Though controversial among teachers and others, the method has been increasingly embraced by education leaders and policymakers across the country, including the Obama administration....
Some students landed in the classrooms of the poorest-performing instructors year after year — a potentially devastating setback that the district could have avoided. Over the period analyzed, more than 8,000 students got such a math or English teacher at least twice in a row.
• Contrary to popular belief, the best teachers were not concentrated in schools in the most affluent neighborhoods, nor were the weakest instructors bunched in poor areas. Rather, these teachers were scattered throughout the district. The quality of instruction typically varied far more within a school than between schools.
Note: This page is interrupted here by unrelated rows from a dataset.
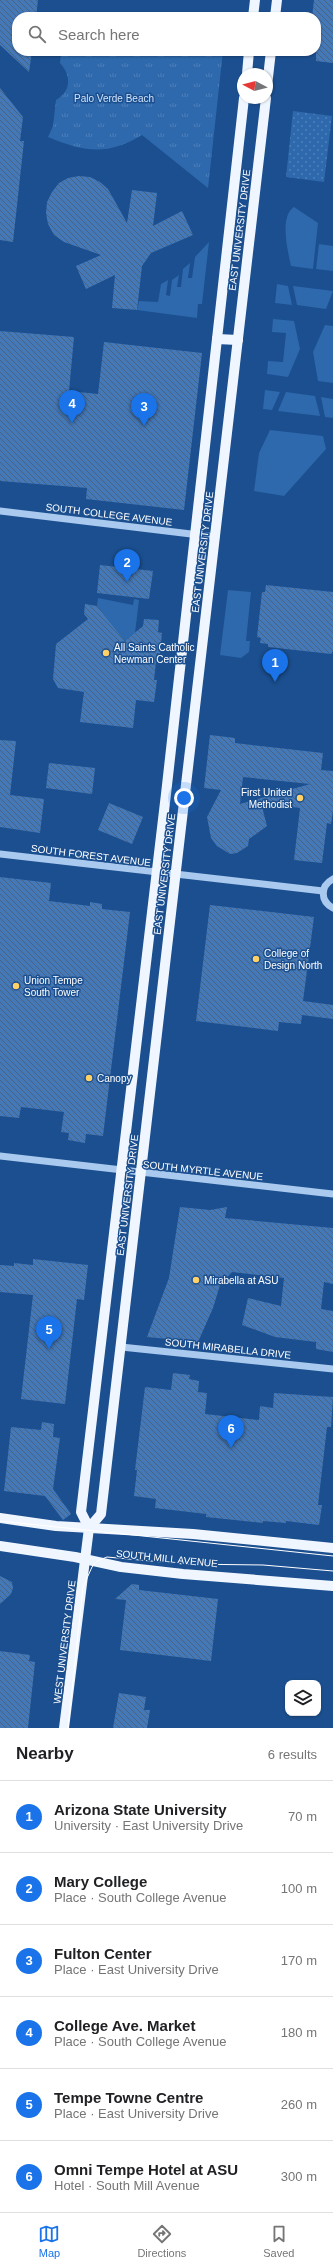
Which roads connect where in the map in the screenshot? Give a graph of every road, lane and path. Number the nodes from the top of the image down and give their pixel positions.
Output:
1 (255, 0) edge
2 (277, 0) edge
3 (254, 12) edge
4 (276, 12) edge
5 (249, 56) edge
6 (270, 56) edge
7 (248, 68) edge
8 (269, 68) edge
9 (243, 104) edge
10 (265, 104) edge
11 (217, 339) junction
12 (238, 340) junction
13 (0, 511) edge
14 (195, 534) junction
15 (216, 537) junction
16 (0, 854) edge
17 (156, 873) junction
18 (176, 875) junction
19 (333, 879) edge
20 (323, 891) junction
21 (333, 908) edge
22 (0, 1156) edge
23 (121, 1170) junction
24 (142, 1173) junction
25 (333, 1194) edge
26 (121, 1347) junction
27 (333, 1369) edge
28 (0, 1518) edge
29 (89, 1528) junction
30 (0, 1546) edge
31 (333, 1548) edge
32 (86, 1559) junction
33 (333, 1586) edge
34 (64, 1728) edge

1 - 3 main road
2 - 4 main road
5 - 7 main road
6 - 8 main road
9 - 11 main road, EAST UNIVERSITY DRIVE
10 - 12 main road, EAST UNIVERSITY DRIVE
11 - 12 main road
11 - 14 main road, EAST UNIVERSITY DRIVE
12 - 15 main road, EAST UNIVERSITY DRIVE
13 - 14 street, SOUTH COLLEGE AVENUE
14 - 15 street, SOUTH COLLEGE AVENUE
14 - 17 main road, EAST UNIVERSITY DRIVE
15 - 18 main road, EAST UNIVERSITY DRIVE
16 - 17 street, SOUTH FOREST AVENUE
17 - 18 street, SOUTH FOREST AVENUE
17 - 23 main road, EAST UNIVERSITY DRIVE
18 - 20 street, SOUTH FOREST AVENUE
18 - 24 main road, EAST UNIVERSITY DRIVE
19 - 20 street
20 - 21 street
22 - 23 street, SOUTH MYRTLE AVENUE
23 - 24 street, SOUTH MYRTLE AVENUE
23 - 29 main road, EAST UNIVERSITY DRIVE
24 - 25 street, SOUTH MYRTLE AVENUE
24 - 26 main road, EAST UNIVERSITY DRIVE
26 - 27 street, SOUTH MIRABELLA DRIVE
26 - 29 main road, EAST UNIVERSITY DRIVE
28 - 29 main road
29 - 31 main road
29 - 32 main road
30 - 32 main road, SOUTH MILL AVENUE
32 - 33 main road, SOUTH MILL AVENUE
32 - 34 main road, WEST UNIVERSITY DRIVE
• Although many parents fixate on picking the right school for their child, it matters far more which teacher the child gets. Teachers had three times as much influence on students' academic development as the school they attend. Yet parents have no access to objective information about individual instructors, and they often have little say in which teacher their child gets.
• Many of the factors commonly assumed to be important to teachers' effectiveness were not. Although teachers are paid more for experience, education and training, none of this had much bearing on whether they improved their students' performance.
Other studies of the district have found that students' race, wealth, English proficiency or previous achievement level played little role in whether their teacher was effective.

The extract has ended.